LONDON: Arsenal swept aside London rivals Chelsea 3-0 with three first-half goals at the Emirates Stadium on Saturday to mark Arsene Wenger’s 20th anniversary as Gunners boss in style.

“It was one of these moments in your life as a manager when you think ‘OK, today is a great day’,” Wenger said after Arsenal moved to third place in the Premier League on 13 points, five behind leaders Manchester City and one behind second-placed Tottenham Hotspur after six matches.

Wenger, who has suffered plenty of pain against Chelsea in his two-decade reign, could hardly have imagined an easier anniversary waltz as Arsenal wrapped it up before the break with goals from Alexis Sanchez, Theo Walcott and Mesut Ozil.

It was the Gunners’ first league win over Chelsea in five years.
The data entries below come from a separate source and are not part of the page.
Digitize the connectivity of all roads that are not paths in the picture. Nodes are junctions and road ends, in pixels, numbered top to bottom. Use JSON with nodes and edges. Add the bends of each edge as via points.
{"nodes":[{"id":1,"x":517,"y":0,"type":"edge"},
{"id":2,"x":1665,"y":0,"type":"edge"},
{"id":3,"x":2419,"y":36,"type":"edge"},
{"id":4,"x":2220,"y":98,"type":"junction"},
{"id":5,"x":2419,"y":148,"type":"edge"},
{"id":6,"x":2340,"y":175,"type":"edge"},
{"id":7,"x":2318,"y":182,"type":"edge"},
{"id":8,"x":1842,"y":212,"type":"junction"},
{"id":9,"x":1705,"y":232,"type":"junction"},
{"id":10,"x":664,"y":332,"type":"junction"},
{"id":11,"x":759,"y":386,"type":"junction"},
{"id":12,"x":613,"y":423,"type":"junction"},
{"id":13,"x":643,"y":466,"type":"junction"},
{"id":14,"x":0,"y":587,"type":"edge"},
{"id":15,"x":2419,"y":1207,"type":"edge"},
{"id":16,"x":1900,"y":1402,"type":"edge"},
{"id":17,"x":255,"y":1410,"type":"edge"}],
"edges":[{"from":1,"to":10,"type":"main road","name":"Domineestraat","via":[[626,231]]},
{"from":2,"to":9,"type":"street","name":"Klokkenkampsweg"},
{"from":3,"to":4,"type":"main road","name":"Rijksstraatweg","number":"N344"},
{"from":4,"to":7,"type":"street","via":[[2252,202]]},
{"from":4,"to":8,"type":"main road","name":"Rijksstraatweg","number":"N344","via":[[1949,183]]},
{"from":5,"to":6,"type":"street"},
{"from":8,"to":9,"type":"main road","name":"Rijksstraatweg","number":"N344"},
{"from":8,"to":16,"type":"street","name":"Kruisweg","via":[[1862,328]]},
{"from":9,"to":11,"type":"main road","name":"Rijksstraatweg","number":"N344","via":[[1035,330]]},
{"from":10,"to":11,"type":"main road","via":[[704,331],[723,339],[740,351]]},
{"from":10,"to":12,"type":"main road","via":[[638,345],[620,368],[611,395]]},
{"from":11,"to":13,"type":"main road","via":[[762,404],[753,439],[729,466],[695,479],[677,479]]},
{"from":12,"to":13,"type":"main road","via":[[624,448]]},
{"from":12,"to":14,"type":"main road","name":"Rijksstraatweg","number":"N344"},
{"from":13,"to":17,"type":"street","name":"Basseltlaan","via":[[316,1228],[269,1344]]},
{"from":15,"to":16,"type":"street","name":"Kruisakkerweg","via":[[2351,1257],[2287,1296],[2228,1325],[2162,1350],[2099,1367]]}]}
Chelsea hadn’t even conceded a league goal to Arsenal since January 2013 before this capitulation.

“It was an outstanding team performance,” Wenger told the BBC. “We played with spirit and collective pace and movement.”

Chelsea, hamstrung by alarmingly feeble defending and toyed with in embarrassing fashion at times after the break, suffered their worst defeat to their neighbours in 19 years as Wenger and his men were rewarded with a standing ovation at the Emirates.

“I think that we didn’t have the right attitude from the first minute,” Chelsea manager Antonio Conte said.

Arsenal scored twice in three minutes against a Chelsea defence missing injured captain John Terry with an ankle injury.

The Gunners were 1-0 up in the 11th minute when Sanchez robbed centre-back Gary Cahill and chipped the ball over goalkeeper Thibaut Courtois.

Minutes later it was 2-0 when Walcott finished off a slick Arsenal passing move.

Arsenal, who hadn’t beaten Chelsea in nine matches, were 3-0 up in the 40th minute when Ozil and Sanchez exchanged passes before the former volleyed home.

In the only Premier League game on Sunday, Southampton condemned West Ham United to another miserable experience at their new London Stadium as Charlie Austin and Dusan Tadic inspired the visitors’ 3-0 victory.

West Ham’s move from Upton Park to the former Olympic Stadium just across east London was supposed to herald the start of a successful new era.

But instead they have been beset by problems on and off the pitch and a fourth successive Premier League loss left Slaven Bilic’s side languishing in the relegation zone.

Austin struck from the visitors’ first shot on target on 40 minutes, the striker finishing first time from a Ryan Bertrand cross for his fourth goal in five games.

The 27-year-old then set up Tadic to slot home the second in the 62nd minute.

The visitors had multiple chances to extend their lead late on and finally did so in stoppage time when Steven Davis cut back for substitute Ward-Prowse to fire into an empty net.